Find the number of lines below in which the word "dead" appears, and write that number only.
=-=-=
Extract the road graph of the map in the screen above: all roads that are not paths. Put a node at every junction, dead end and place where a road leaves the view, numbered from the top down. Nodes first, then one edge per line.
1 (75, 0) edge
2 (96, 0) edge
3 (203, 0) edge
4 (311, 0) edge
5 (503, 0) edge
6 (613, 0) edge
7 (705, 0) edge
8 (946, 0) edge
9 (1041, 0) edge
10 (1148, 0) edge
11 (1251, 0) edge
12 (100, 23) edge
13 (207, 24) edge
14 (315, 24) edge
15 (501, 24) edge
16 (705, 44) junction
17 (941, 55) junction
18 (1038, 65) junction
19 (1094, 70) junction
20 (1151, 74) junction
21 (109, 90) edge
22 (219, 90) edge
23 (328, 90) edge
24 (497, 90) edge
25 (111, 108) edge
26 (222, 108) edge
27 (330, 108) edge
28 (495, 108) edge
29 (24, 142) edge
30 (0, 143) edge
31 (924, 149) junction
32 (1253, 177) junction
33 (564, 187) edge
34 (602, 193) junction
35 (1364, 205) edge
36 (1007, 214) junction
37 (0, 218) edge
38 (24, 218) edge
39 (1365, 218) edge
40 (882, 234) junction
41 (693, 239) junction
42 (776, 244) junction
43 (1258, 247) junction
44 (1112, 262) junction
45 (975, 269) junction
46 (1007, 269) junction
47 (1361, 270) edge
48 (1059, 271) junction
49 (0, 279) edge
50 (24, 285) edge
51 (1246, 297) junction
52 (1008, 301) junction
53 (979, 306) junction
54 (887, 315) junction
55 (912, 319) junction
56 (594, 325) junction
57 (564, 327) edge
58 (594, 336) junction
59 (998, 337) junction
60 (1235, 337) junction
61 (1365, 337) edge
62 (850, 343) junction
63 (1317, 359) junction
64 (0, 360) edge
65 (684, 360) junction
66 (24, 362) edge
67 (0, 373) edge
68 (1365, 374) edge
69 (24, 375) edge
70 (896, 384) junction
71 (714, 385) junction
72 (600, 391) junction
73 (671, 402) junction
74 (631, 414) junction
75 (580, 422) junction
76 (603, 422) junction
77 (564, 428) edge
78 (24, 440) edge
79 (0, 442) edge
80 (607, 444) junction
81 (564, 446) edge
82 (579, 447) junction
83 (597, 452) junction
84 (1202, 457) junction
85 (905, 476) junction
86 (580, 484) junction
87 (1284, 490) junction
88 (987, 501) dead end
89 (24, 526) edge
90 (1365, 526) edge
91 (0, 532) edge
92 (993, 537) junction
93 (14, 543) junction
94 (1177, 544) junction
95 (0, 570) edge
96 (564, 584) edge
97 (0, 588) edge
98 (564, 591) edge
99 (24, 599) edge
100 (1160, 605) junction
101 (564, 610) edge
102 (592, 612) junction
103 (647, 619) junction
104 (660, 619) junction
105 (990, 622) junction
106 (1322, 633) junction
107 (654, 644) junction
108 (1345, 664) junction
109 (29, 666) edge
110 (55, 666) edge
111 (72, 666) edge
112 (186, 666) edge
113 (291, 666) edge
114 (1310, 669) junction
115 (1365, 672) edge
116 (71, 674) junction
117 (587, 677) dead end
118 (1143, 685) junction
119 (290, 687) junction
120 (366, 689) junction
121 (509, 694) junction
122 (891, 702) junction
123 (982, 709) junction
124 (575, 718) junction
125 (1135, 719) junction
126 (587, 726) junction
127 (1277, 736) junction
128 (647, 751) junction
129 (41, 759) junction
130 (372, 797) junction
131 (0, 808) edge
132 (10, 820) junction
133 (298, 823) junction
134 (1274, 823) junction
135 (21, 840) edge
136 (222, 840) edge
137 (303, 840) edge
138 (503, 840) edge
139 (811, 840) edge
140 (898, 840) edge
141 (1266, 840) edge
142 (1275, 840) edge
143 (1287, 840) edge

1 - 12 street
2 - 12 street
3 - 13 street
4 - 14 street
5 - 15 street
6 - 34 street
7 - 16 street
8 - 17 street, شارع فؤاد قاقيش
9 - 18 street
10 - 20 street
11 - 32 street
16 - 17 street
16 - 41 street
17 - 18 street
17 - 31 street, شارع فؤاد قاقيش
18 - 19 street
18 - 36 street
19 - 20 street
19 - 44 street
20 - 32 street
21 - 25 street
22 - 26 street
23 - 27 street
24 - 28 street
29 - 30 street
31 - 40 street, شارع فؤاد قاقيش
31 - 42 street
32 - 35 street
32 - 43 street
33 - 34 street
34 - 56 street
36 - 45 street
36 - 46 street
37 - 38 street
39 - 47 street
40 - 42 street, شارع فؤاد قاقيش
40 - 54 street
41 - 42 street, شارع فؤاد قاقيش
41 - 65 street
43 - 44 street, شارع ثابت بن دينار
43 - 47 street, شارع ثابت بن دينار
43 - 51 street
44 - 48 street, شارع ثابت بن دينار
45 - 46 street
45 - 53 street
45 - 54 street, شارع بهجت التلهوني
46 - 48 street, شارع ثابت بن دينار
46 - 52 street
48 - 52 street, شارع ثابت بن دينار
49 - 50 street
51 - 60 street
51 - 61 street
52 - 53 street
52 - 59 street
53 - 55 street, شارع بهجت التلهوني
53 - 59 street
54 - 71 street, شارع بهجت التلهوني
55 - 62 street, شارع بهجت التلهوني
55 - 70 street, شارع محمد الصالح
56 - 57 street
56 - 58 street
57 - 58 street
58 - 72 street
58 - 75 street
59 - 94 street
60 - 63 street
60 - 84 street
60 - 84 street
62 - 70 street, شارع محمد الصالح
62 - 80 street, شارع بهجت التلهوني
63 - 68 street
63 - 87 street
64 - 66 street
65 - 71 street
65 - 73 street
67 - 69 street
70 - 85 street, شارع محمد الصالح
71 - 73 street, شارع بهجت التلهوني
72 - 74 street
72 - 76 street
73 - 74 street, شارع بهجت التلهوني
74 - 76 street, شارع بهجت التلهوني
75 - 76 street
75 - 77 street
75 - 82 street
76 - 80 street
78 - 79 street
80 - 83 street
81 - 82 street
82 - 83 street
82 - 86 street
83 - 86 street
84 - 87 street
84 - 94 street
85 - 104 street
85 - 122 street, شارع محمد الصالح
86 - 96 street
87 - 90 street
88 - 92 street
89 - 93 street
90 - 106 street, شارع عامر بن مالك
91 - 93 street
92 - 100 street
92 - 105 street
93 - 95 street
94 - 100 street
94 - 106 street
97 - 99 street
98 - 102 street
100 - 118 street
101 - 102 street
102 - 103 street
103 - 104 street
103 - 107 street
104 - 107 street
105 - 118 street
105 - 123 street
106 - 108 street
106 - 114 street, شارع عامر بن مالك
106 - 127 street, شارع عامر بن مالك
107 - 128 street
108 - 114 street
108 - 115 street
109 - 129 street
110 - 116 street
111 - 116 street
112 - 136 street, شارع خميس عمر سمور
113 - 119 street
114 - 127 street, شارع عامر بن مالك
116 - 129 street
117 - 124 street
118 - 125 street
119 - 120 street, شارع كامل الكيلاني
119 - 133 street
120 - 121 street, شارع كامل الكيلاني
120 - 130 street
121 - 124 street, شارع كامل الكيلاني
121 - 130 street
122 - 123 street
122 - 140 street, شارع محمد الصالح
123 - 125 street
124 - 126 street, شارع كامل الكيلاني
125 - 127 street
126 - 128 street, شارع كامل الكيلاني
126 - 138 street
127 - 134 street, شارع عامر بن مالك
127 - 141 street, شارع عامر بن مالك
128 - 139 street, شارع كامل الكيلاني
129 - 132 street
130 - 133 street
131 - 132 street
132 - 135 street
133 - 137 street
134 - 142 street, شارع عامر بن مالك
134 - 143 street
=-=-=
WORKED SOLUTION :: 3